By the time Jane arrived at her rental house, it had been late, but she did not feel the least bit exhausted. After carrying the five boxes one-by-one inside, she felt energized. She poured herself a glass of wine then sat on the dingy rust-colored carpet surrounded by the boxes. Jane opened every single one of the cartons. With great reverence and care, she lifted out the delicate baubles and placed them on the floor.

By the time Jane finished opening and setting each piece out, she sat in the middle of sixty-seven pieces of art. To her, they were works of art, not someone else’s throwaways or garbage. What David Conrad had given her that day was love, a love he had lost, and she had found.

Surrounded by crystal, ceramic, pewter, and glass, Jane went from shedding tears to giddy laughter, and back again. In her hand, she held a funny looking ceramic frog dish with big bug eyes and a wide, open mouth used to hold a kitchen sponge. She flipped it over and the sip of white wine she had just taken spewed out in a spray when she couldn’t hold back her shock and laughter. The underside of the frog displayed the anatomically correct parts for a male frog.

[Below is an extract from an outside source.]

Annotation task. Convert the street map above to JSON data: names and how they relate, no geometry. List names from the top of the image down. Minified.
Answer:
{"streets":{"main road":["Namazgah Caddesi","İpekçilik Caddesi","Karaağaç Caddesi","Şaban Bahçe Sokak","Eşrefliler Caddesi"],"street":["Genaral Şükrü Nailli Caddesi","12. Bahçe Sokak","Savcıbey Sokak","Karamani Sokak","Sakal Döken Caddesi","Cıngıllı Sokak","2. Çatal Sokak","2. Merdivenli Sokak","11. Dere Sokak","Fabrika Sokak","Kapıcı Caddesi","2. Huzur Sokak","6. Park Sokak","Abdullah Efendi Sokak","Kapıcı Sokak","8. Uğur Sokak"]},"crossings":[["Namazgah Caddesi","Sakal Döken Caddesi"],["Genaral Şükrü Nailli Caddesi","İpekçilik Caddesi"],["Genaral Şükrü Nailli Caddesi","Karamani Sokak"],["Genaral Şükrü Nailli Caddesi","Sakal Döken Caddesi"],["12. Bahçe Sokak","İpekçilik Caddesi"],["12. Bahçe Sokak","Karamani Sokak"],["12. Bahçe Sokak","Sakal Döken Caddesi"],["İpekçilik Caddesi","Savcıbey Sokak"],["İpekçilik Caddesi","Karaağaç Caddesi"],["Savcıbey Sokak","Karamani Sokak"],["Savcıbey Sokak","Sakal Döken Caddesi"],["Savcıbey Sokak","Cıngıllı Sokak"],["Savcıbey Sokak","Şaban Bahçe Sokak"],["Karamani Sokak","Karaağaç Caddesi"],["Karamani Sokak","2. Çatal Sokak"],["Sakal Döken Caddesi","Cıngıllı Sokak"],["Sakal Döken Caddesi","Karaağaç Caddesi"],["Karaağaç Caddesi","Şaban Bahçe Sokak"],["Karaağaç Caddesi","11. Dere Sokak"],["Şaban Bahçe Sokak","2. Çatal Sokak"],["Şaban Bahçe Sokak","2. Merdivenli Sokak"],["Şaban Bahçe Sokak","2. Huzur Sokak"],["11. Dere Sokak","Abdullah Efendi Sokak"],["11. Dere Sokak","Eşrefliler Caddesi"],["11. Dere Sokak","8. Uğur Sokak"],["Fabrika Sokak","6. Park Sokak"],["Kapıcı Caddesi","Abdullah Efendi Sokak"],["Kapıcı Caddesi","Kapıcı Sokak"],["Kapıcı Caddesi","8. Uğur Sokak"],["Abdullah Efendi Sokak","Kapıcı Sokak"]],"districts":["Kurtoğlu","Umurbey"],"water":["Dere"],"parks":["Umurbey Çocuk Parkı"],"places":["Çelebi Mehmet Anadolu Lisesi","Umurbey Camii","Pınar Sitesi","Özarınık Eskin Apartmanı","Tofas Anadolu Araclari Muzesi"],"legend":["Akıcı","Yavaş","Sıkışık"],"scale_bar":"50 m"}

With the frog in her hand, she unfolded herself and got to her feet. She stepped over all the baubles and moved to the kitchen to wash her hands and the frog and get a wet paper towel for the floor. When she slid the frog under the slow rain of water from the faucet, wiping off the green ceramic, she felt her world tilt. In gold writing, she saw initials and a number on the underside of the frog. Afraid the wine might have affected her vision, Jane pulled the frog’s bottom closer to her face.

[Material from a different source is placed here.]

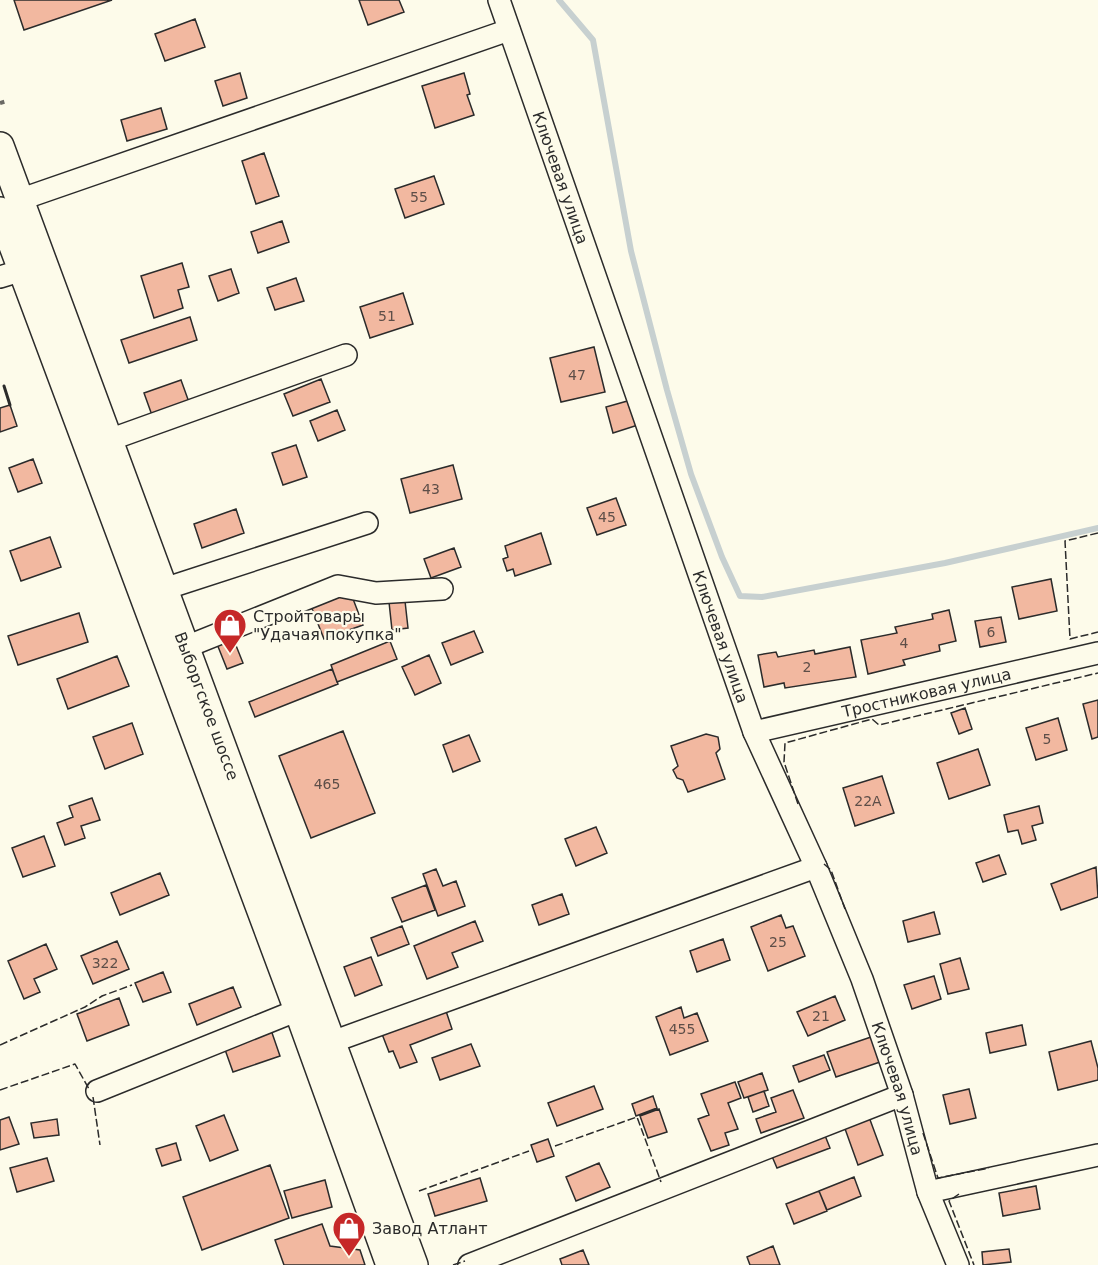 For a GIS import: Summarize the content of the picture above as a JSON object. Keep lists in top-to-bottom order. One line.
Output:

Her eyes crossed and breath caught in her lungs. She panted for air. It was numbered in gold paint. Real gold. With a tight grip on the frog, Jane hurried back to the living room. She glanced down at the eclectic array of decorations and saw another frog. As if her arm were a frog’s tongue, she reached out and snatched up the green ceramic. She flipped it over and yes, there it was, the male frog’s mate with her anatomically correct features clear as day. She shook her head at the thought of David Conrad owning something so whimsical.

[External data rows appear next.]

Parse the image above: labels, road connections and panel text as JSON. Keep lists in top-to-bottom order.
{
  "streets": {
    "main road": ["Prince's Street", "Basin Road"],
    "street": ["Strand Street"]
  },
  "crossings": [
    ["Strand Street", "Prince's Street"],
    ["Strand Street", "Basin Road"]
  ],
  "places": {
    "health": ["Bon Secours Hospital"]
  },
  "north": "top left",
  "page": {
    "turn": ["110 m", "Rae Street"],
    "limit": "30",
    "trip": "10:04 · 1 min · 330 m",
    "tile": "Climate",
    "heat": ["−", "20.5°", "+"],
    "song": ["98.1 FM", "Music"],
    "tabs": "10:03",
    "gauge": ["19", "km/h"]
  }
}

Then it hit her and she had to sit. He had a pair, a full set of vintage frogs in perfect condition. According to the gold writing, David owned one of only sixty the artist had made. Stunned, heart beating out of control with excitement, Jane jumped to her feet, still clutching the frogs, and ran to her bedroom.

She set the frogs on the bed then opened up the chest at the foot of it and started pulling out book after book of antiquity magazines and catalogs. When she came across one for kitchen art and collectibles, she paused, and started flipping through the pages. Her hands froze over the page with the image of her frogs. She blinked, looked at the frogs on her bed, then back at the magazine.

“Holy shit!”

She slammed the magazine shut, leaned back and reached for the phone on a little stand she had picked up at an earlier flea market. Her fingers shaky, she managed to drop the receiver on the floor. Oh, well. Blood echoing in her ears, Jane dialed David. No answer. She glanced at her watch. It was only eight o’clock. Maybe he had gone to sit on the deck.

“This can’t wait!”

Jane hopped to her feet, tugged open a drawer and pulled out her thickest pair. She stuffed each frog into a sock, hoping to offer them more protection than just the inside of a box, then with them pinned between one arm and her chest, she ran to the door, snatched up her purse and keys, and left the house without another thought. Fifteen minutes later, Jane pulled up to David’s.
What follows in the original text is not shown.